▶ **Problem description**
The records below are to be repeated in full, exactly as they are.

________

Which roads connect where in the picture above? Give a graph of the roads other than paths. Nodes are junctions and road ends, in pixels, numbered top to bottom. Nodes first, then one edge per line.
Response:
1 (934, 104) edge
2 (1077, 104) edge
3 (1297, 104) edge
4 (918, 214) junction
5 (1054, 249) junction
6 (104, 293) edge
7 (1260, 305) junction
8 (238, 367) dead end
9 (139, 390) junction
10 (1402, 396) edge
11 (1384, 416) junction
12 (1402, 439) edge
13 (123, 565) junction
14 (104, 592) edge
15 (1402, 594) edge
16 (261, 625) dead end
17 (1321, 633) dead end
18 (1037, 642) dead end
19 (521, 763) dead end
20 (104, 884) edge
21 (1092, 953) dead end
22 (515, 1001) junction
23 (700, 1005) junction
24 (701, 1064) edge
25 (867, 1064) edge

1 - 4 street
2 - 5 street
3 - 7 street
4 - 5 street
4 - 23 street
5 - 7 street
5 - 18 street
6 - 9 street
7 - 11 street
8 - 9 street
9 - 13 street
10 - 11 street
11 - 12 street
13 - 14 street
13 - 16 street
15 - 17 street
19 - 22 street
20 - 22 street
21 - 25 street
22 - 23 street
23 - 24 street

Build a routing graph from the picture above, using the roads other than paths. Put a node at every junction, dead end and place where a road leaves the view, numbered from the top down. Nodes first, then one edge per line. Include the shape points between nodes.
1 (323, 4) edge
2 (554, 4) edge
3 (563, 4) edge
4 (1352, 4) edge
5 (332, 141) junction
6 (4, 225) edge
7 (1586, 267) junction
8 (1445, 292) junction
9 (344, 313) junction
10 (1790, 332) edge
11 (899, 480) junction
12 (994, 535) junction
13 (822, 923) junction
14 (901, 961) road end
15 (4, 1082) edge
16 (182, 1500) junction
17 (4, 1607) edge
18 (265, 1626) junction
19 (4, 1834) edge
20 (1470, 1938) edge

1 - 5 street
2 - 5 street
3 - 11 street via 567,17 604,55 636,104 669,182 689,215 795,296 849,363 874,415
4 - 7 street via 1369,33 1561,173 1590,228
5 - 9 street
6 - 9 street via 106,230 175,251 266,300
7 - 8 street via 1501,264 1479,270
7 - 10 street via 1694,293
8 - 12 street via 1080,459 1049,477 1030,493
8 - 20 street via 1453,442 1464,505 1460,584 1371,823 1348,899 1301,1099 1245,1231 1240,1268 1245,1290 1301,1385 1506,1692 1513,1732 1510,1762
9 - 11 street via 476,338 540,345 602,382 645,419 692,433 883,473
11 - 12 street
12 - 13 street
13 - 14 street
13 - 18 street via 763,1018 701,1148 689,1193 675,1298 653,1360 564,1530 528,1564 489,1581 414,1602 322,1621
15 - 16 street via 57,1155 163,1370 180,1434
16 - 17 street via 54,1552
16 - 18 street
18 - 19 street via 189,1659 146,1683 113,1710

________

▶ **Answer to the exercise**
Which roads connect where in the picture above? Give a graph of the roads other than paths. Nodes are junctions and road ends, in pixels, numbered top to bottom. Nodes first, then one edge per line.
Response:
1 (934, 104) edge
2 (1077, 104) edge
3 (1297, 104) edge
4 (918, 214) junction
5 (1054, 249) junction
6 (104, 293) edge
7 (1260, 305) junction
8 (238, 367) dead end
9 (139, 390) junction
10 (1402, 396) edge
11 (1384, 416) junction
12 (1402, 439) edge
13 (123, 565) junction
14 (104, 592) edge
15 (1402, 594) edge
16 (261, 625) dead end
17 (1321, 633) dead end
18 (1037, 642) dead end
19 (521, 763) dead end
20 (104, 884) edge
21 (1092, 953) dead end
22 (515, 1001) junction
23 (700, 1005) junction
24 (701, 1064) edge
25 (867, 1064) edge

1 - 4 street
2 - 5 street
3 - 7 street
4 - 5 street
4 - 23 street
5 - 7 street
5 - 18 street
6 - 9 street
7 - 11 street
8 - 9 street
9 - 13 street
10 - 11 street
11 - 12 street
13 - 14 street
13 - 16 street
15 - 17 street
19 - 22 street
20 - 22 street
21 - 25 street
22 - 23 street
23 - 24 street

Build a routing graph from the picture above, using the roads other than paths. Put a node at every junction, dead end and place where a road leaves the view, numbered from the top down. Nodes first, then one edge per line. Include the shape points between nodes.
1 (323, 4) edge
2 (554, 4) edge
3 (563, 4) edge
4 (1352, 4) edge
5 (332, 141) junction
6 (4, 225) edge
7 (1586, 267) junction
8 (1445, 292) junction
9 (344, 313) junction
10 (1790, 332) edge
11 (899, 480) junction
12 (994, 535) junction
13 (822, 923) junction
14 (901, 961) road end
15 (4, 1082) edge
16 (182, 1500) junction
17 (4, 1607) edge
18 (265, 1626) junction
19 (4, 1834) edge
20 (1470, 1938) edge

1 - 5 street
2 - 5 street
3 - 11 street via 567,17 604,55 636,104 669,182 689,215 795,296 849,363 874,415
4 - 7 street via 1369,33 1561,173 1590,228
5 - 9 street
6 - 9 street via 106,230 175,251 266,300
7 - 8 street via 1501,264 1479,270
7 - 10 street via 1694,293
8 - 12 street via 1080,459 1049,477 1030,493
8 - 20 street via 1453,442 1464,505 1460,584 1371,823 1348,899 1301,1099 1245,1231 1240,1268 1245,1290 1301,1385 1506,1692 1513,1732 1510,1762
9 - 11 street via 476,338 540,345 602,382 645,419 692,433 883,473
11 - 12 street
12 - 13 street
13 - 14 street
13 - 18 street via 763,1018 701,1148 689,1193 675,1298 653,1360 564,1530 528,1564 489,1581 414,1602 322,1621
15 - 16 street via 57,1155 163,1370 180,1434
16 - 17 street via 54,1552
16 - 18 street
18 - 19 street via 189,1659 146,1683 113,1710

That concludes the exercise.